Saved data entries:

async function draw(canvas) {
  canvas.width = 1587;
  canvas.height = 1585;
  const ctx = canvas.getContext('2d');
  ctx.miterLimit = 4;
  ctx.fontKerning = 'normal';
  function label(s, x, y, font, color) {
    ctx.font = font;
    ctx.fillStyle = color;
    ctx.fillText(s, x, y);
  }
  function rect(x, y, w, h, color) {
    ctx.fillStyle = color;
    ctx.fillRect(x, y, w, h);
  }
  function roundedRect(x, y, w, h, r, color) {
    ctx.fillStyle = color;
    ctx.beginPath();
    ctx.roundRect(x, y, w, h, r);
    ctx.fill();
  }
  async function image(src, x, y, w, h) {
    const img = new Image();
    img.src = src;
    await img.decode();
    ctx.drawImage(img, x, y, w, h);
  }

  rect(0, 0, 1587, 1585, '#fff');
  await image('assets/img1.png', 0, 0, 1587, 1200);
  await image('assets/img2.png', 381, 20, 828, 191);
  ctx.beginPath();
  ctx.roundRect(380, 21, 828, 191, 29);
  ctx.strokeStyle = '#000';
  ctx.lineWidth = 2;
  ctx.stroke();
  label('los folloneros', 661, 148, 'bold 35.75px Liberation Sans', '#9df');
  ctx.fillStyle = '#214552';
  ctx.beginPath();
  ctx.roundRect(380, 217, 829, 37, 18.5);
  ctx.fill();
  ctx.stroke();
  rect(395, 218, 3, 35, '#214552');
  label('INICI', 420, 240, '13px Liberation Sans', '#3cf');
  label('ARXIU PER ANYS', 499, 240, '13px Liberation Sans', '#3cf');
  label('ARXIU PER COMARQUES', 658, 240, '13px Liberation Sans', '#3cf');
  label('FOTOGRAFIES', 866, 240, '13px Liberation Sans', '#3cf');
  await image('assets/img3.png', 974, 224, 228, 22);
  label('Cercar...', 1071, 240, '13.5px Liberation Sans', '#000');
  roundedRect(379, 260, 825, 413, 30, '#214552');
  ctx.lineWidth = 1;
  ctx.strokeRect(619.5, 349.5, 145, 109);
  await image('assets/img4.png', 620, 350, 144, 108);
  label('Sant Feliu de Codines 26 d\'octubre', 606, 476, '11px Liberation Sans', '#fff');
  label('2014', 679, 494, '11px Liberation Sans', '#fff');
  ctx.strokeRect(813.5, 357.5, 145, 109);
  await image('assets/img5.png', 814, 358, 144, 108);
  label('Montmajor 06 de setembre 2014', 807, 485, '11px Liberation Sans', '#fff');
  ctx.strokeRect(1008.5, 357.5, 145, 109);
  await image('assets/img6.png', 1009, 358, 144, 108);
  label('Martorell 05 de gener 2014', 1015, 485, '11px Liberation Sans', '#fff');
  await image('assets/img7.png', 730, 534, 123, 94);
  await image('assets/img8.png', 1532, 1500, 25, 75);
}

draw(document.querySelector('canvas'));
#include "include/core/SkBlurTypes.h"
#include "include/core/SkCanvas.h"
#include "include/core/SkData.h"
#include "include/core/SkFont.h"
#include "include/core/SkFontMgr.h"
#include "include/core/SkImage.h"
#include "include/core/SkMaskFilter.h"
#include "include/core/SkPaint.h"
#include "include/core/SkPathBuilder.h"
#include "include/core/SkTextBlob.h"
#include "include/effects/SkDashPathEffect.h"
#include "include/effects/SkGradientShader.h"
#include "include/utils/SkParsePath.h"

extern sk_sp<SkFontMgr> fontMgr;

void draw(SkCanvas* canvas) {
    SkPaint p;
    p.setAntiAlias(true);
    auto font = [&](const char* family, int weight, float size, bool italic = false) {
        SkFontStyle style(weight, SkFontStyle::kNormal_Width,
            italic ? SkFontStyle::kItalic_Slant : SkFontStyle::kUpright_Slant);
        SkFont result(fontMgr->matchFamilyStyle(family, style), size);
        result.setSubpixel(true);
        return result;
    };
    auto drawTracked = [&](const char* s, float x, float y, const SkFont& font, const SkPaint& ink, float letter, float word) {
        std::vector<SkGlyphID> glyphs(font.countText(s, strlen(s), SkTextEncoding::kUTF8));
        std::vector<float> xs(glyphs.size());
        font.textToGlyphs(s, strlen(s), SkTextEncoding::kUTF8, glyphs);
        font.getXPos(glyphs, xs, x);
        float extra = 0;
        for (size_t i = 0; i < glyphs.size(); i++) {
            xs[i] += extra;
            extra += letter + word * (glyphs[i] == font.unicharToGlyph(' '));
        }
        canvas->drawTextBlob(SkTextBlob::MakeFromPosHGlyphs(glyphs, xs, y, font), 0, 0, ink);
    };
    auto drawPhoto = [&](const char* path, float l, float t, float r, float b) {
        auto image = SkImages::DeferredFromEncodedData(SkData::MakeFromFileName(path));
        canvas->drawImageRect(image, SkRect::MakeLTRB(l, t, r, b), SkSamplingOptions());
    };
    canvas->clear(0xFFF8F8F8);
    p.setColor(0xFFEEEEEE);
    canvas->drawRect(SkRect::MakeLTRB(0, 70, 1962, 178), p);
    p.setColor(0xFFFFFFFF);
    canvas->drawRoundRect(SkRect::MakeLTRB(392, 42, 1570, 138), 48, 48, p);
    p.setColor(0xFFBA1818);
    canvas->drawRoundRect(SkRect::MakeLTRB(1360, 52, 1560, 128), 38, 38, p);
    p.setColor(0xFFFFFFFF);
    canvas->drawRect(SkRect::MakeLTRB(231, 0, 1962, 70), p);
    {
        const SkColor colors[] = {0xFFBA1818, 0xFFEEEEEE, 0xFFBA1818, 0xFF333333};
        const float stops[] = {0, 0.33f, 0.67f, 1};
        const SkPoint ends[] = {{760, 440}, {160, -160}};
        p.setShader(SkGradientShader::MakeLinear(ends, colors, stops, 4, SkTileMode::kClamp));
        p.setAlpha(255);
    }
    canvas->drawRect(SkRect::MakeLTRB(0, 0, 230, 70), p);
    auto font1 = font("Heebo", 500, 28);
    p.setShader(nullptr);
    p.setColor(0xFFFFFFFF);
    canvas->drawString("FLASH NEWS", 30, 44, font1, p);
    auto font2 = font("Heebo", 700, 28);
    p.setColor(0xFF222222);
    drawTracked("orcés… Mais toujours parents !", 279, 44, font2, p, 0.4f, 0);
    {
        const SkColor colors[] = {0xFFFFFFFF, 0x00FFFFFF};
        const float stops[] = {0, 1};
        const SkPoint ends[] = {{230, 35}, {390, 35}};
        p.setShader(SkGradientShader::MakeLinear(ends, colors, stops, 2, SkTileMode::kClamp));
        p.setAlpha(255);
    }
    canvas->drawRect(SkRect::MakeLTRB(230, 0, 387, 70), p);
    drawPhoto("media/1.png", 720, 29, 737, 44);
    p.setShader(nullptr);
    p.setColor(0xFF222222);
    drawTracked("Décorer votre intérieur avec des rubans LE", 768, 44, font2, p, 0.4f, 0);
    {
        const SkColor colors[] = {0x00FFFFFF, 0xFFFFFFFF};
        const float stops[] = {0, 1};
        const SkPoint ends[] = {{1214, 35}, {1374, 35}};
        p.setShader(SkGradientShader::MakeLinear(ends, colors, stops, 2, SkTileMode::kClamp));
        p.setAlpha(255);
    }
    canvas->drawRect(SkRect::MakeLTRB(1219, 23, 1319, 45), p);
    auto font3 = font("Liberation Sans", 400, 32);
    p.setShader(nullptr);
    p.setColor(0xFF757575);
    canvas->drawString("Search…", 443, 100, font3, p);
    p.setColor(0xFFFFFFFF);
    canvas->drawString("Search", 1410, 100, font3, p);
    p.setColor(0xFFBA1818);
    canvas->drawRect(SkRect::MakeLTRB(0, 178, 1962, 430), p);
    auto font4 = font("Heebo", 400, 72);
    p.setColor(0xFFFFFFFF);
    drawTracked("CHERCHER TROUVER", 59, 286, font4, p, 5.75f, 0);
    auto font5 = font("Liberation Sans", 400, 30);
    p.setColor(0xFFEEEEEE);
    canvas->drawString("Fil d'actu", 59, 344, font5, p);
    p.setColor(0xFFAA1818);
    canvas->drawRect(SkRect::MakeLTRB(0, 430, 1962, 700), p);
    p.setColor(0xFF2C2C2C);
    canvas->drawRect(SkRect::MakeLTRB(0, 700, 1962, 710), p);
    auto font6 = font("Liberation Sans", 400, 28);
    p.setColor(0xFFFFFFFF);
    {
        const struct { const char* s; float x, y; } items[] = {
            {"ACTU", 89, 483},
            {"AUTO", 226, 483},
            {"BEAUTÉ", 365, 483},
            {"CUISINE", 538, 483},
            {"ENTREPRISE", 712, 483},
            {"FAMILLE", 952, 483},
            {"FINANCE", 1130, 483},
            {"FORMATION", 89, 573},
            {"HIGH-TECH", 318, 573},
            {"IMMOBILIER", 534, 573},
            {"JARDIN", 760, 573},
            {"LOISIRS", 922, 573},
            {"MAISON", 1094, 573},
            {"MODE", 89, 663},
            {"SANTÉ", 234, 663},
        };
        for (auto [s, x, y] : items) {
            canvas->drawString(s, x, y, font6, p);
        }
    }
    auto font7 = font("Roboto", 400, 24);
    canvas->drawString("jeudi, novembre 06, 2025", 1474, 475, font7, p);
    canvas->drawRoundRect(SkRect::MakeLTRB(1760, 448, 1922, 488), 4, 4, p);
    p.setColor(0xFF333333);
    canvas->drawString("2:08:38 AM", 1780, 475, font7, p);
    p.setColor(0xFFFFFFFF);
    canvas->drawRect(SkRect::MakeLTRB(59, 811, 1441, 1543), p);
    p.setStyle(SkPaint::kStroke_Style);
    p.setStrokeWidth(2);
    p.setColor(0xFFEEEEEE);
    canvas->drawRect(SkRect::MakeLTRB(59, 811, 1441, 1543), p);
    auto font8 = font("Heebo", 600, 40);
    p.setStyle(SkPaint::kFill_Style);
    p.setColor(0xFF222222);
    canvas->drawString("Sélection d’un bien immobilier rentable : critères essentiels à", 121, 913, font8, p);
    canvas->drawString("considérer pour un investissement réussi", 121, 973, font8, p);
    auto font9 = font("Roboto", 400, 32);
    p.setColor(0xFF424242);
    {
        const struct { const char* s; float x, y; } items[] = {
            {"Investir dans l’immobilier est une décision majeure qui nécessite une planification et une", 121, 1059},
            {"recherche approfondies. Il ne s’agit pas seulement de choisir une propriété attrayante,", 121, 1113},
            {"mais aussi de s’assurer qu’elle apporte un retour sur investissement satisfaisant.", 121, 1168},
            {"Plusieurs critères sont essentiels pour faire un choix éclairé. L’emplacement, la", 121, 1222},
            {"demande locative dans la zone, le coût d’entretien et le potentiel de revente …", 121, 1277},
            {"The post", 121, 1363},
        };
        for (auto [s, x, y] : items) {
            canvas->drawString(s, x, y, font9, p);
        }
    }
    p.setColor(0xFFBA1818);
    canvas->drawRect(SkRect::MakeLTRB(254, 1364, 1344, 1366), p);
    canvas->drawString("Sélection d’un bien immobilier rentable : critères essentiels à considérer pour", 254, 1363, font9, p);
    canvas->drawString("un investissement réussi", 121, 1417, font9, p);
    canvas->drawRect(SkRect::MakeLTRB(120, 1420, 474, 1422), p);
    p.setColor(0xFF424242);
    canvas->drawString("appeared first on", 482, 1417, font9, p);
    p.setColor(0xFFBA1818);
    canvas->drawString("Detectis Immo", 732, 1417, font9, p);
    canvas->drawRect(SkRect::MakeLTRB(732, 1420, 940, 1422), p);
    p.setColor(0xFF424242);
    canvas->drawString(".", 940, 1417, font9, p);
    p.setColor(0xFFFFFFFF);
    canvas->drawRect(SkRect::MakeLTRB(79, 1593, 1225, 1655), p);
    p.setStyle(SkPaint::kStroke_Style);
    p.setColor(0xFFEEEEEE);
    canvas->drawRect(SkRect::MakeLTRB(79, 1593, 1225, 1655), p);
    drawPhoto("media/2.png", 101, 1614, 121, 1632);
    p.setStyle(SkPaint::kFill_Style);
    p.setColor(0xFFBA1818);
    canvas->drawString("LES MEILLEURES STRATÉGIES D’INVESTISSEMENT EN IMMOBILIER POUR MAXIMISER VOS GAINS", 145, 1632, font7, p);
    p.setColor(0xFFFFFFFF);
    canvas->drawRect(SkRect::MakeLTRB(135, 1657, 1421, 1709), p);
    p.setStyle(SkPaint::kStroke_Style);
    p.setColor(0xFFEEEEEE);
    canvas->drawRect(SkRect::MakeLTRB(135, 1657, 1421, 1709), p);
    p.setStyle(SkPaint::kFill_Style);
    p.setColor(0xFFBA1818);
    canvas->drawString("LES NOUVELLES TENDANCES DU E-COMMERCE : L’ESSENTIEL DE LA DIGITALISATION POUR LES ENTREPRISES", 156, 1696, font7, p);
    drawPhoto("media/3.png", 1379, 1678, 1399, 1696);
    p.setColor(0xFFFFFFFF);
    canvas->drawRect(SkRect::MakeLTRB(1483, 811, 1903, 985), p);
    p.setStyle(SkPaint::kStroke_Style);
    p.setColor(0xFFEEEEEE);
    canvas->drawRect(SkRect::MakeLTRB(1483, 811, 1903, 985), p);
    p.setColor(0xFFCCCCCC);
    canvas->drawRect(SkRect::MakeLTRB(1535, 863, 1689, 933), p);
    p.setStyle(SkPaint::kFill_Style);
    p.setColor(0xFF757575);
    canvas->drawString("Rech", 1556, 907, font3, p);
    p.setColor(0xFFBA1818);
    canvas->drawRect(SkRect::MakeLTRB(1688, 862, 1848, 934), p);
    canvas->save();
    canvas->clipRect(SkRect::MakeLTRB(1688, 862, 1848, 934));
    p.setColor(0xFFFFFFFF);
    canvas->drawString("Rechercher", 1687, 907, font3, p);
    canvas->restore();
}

● **THE TASK**
Gather all lines from the records above in which "size" appears.

● **EXERCISE RESPONSE**
    auto font = [&](const char* family, int weight, float size, bool italic = false) {
        SkFont result(fontMgr->matchFamilyStyle(family, style), size);
        std::vector<float> xs(glyphs.size());
        for (size_t i = 0; i < glyphs.size(); i++) {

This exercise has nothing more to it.